Print the entries verbatim, leaving out the images they contain.

─── RECORDS SUPPLIED ───

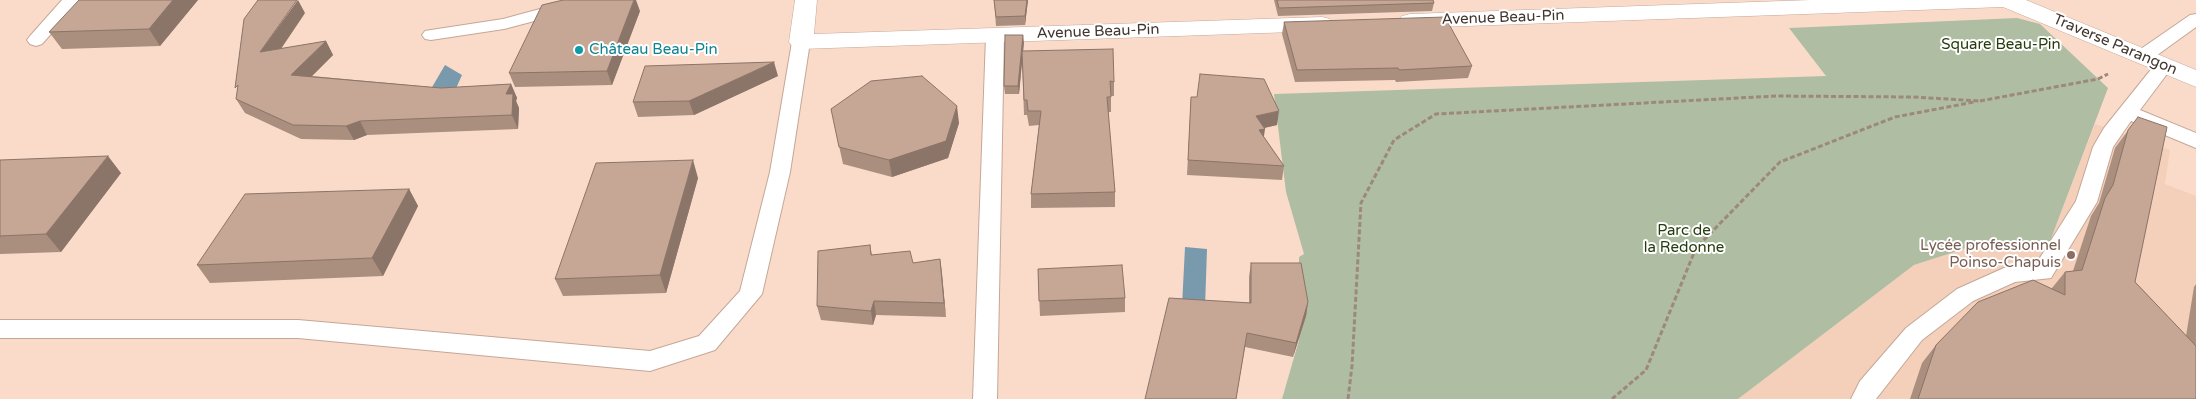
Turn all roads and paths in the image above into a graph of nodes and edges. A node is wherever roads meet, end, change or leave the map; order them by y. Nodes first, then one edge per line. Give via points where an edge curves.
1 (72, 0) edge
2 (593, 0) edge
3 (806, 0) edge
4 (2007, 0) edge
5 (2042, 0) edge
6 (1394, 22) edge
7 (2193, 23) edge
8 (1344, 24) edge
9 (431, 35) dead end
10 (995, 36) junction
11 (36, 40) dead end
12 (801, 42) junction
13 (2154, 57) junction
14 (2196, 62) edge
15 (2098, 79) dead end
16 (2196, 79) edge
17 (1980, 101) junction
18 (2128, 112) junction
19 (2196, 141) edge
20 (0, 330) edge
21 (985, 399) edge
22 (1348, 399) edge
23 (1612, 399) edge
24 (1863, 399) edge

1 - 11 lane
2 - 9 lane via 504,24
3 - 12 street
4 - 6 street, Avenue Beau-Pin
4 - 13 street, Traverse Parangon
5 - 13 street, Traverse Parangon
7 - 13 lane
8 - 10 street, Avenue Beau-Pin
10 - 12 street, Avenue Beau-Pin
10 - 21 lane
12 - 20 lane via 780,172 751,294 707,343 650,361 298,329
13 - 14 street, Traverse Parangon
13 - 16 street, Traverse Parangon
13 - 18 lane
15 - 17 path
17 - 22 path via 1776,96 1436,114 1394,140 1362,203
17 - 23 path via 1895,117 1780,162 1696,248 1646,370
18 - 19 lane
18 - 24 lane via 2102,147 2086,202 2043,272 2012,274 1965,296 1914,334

───

▶ **OUTPUT FOR THIS EXERCISE**:
Turn all roads and paths in the image above into a graph of nodes and edges. A node is wherever roads meet, end, change or leave the map; order them by y. Nodes first, then one edge per line. Give via points where an edge curves.
1 (72, 0) edge
2 (593, 0) edge
3 (806, 0) edge
4 (2007, 0) edge
5 (2042, 0) edge
6 (1394, 22) edge
7 (2193, 23) edge
8 (1344, 24) edge
9 (431, 35) dead end
10 (995, 36) junction
11 (36, 40) dead end
12 (801, 42) junction
13 (2154, 57) junction
14 (2196, 62) edge
15 (2098, 79) dead end
16 (2196, 79) edge
17 (1980, 101) junction
18 (2128, 112) junction
19 (2196, 141) edge
20 (0, 330) edge
21 (985, 399) edge
22 (1348, 399) edge
23 (1612, 399) edge
24 (1863, 399) edge

1 - 11 lane
2 - 9 lane via 504,24
3 - 12 street
4 - 6 street, Avenue Beau-Pin
4 - 13 street, Traverse Parangon
5 - 13 street, Traverse Parangon
7 - 13 lane
8 - 10 street, Avenue Beau-Pin
10 - 12 street, Avenue Beau-Pin
10 - 21 lane
12 - 20 lane via 780,172 751,294 707,343 650,361 298,329
13 - 14 street, Traverse Parangon
13 - 16 street, Traverse Parangon
13 - 18 lane
15 - 17 path
17 - 22 path via 1776,96 1436,114 1394,140 1362,203
17 - 23 path via 1895,117 1780,162 1696,248 1646,370
18 - 19 lane
18 - 24 lane via 2102,147 2086,202 2043,272 2012,274 1965,296 1914,334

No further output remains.